A user-defined table function (UDTF) allows you to register functions that return tables instead of scalar values. UDTFs function similarly to common table expressions (CTEs) when referenced in SQL queries. You reference UDTFs in the FROM clause of a SQL statement, and you can chain additional Spark SQL operators to the results.

UDTFs are registered to the local SparkSession and are isolated at the notebook or job level.

UDTFs are supported on compute configured with assigned or no-isolation shared access modes. You cannot use UDTFs on shared access mode.

You cannot register UDTFs as objects in Unity Catalog, and UDTFs cannot be used with SQL warehouses.

What is the basic syntax for a UDTF?

Apache Spark implements Python UDTFs as Python classes with a mandatory eval method.

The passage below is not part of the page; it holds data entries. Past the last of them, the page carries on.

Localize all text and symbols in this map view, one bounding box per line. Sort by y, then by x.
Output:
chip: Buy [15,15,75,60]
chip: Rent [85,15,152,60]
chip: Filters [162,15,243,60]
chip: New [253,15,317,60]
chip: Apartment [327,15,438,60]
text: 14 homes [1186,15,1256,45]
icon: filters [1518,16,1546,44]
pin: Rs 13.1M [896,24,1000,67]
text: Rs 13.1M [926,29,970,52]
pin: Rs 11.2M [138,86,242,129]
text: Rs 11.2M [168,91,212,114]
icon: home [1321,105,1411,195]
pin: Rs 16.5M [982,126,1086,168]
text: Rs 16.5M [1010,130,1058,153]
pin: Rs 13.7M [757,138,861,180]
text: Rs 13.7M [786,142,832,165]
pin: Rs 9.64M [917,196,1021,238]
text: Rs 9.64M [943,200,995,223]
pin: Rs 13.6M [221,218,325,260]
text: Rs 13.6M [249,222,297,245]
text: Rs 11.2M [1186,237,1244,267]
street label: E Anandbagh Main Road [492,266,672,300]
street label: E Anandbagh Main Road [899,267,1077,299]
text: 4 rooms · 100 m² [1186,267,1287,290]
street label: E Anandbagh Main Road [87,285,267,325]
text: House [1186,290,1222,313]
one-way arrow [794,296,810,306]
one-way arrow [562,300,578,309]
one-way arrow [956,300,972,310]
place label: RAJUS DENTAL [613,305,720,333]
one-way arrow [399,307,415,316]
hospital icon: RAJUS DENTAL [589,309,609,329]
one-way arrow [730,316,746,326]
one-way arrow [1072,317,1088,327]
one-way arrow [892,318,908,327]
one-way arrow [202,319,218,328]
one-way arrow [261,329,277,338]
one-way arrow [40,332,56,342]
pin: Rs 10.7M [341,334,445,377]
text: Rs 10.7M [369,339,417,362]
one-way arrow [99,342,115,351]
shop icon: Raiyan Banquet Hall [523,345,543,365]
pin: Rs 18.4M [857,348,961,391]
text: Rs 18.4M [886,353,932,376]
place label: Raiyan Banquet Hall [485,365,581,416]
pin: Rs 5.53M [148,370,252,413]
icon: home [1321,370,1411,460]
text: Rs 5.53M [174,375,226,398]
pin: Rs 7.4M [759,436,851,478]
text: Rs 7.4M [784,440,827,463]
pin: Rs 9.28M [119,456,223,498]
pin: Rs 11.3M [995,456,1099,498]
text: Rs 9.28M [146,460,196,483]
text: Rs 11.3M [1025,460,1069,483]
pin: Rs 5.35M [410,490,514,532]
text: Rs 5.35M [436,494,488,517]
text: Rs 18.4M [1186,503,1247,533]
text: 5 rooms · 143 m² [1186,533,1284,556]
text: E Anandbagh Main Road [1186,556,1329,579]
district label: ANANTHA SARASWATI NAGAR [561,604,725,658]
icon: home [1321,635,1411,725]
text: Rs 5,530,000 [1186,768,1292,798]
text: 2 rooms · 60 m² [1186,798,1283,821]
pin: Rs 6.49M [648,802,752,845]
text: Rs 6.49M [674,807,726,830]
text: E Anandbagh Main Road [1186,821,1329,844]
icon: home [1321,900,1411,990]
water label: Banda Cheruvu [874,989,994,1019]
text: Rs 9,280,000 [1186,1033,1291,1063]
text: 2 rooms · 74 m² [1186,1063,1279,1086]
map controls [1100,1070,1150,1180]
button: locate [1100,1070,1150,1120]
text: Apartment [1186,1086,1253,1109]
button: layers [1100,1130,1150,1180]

You emit results as rows using yield.

For Apache Spark to use your class as a UDTF, you must import the PySpark udtf function.

Databricks recommends using this function as a decorator and always explicitly specifying field names and types using the returnType option.

The following example creates a simple table from scalar inputs using a UDTF:

from pyspark.sql.functions import lit, udtf

@udtf(returnType="sum: int, diff: int")
class SimpleUDTF:
    def eval(self, x: int, y: int):
        yield x + y, x - y

SimpleUDTF(lit(1), lit(2)).show()
# +----+-----+
# | sum| diff|
# +----+-----+
# |   3|   -1|
# +----+-----+

You can use Python *args syntax and implement logic to handle an unspecified number of input values. The following example returns the same result while explicitly checking the input length and types for the arguments:

@udtf(returnType="sum: int, diff: int")
class SimpleUDTF:
    def eval(self, *args):
        assert(len(args) == 2)
        assert(isinstance(arg, int) for arg in args)
        x = args[0]
        y = args[1]
        yield x + y, x - y

SimpleUDTF(lit(1), lit(2)).show()
# +----+-----+
# | sum| diff|
# +----+-----+
# |   3|   -1|
# +----+-----+

Register a UDTF

You can register a UDTF to the current SparkSession for use in SQL queries using the following syntax:

spark.udtf.register("<udtf-sql-name>", <udtf-python-name>)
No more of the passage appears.